The present study presents some strengths and limitations. Strengths include the prospective recording of parameters by a research team who assure for non disturbance of care during the relaxation time, the cross-over randomized design, the multivariate analysis that took into account multiple assessments, and the measurement of the most common stressful symptoms [2] using validated complementary subjective and objective tools [20, 22]. Regarding the study limits, as previously discussed, a lack of power related to only moderate symptoms intensities could explain the lack of significance for some results. This study should be reproduced in patients with clinically significant symptoms (i.e. pain, anxiety, dyspnea), and calibrated on each of these stressful symptoms.

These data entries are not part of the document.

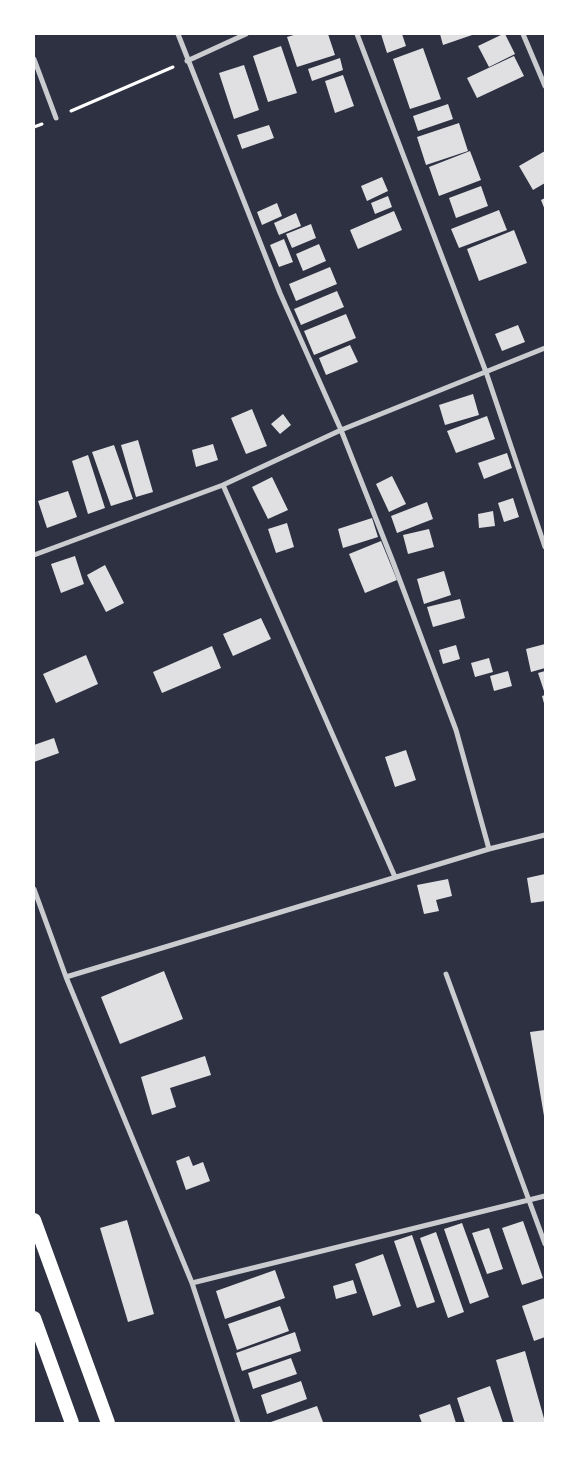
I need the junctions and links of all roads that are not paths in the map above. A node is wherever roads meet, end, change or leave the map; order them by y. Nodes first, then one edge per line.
1 (178, 34) edge
2 (246, 34) edge
3 (357, 34) edge
4 (523, 34) edge
5 (34, 59) edge
6 (187, 61) junction
7 (545, 86) edge
8 (56, 118) road end
9 (545, 348) edge
10 (486, 372) junction
11 (341, 430) junction
12 (222, 485) junction
13 (545, 547) edge
14 (34, 555) edge
15 (545, 835) edge
16 (489, 849) junction
17 (395, 877) junction
18 (34, 889) edge
19 (446, 974) dead end
20 (66, 977) junction
21 (545, 1196) edge
22 (528, 1198) junction
23 (34, 1220) edge
24 (545, 1244) edge
25 (192, 1283) junction
26 (34, 1318) edge
27 (72, 1423) edge
28 (108, 1423) edge
29 (238, 1423) edge

1 - 6 street
2 - 6 street
3 - 10 street
4 - 7 street
5 - 8 street
6 - 11 street
9 - 10 street
10 - 11 street
10 - 13 street
11 - 12 street
11 - 16 street
12 - 14 street
12 - 17 street
15 - 16 street
16 - 17 street
17 - 20 street
18 - 20 street
19 - 22 street
20 - 25 street
21 - 22 street
22 - 24 street
22 - 25 street
23 - 28 highway
25 - 29 street
26 - 27 highway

However, although the absolute values of symptoms’ improvement were rather small, it is important to note that all the results pointed in the same direction: a specific relaxation device, such as music-therapy or VR, can improve self-reported patient’s symptoms and patient’s stress response. Finally, these results may be biased by the fact that a lot of attention was paid to enrolled patients during the study: multi-daily visit, dialogue, taking into account diverse symptoms and pain, with multiple assessments by nurses and physicians, followed by frequent multidisciplinary management as basically performed for pain according to the guidelines. Thus, further studies are needed to measure the impact of electronical devices in ICU at a large scale, in multiple centers with diverse ICU populations and cultures, and to explore all different characteristics of the devices and their impact on short and long-term outcomes.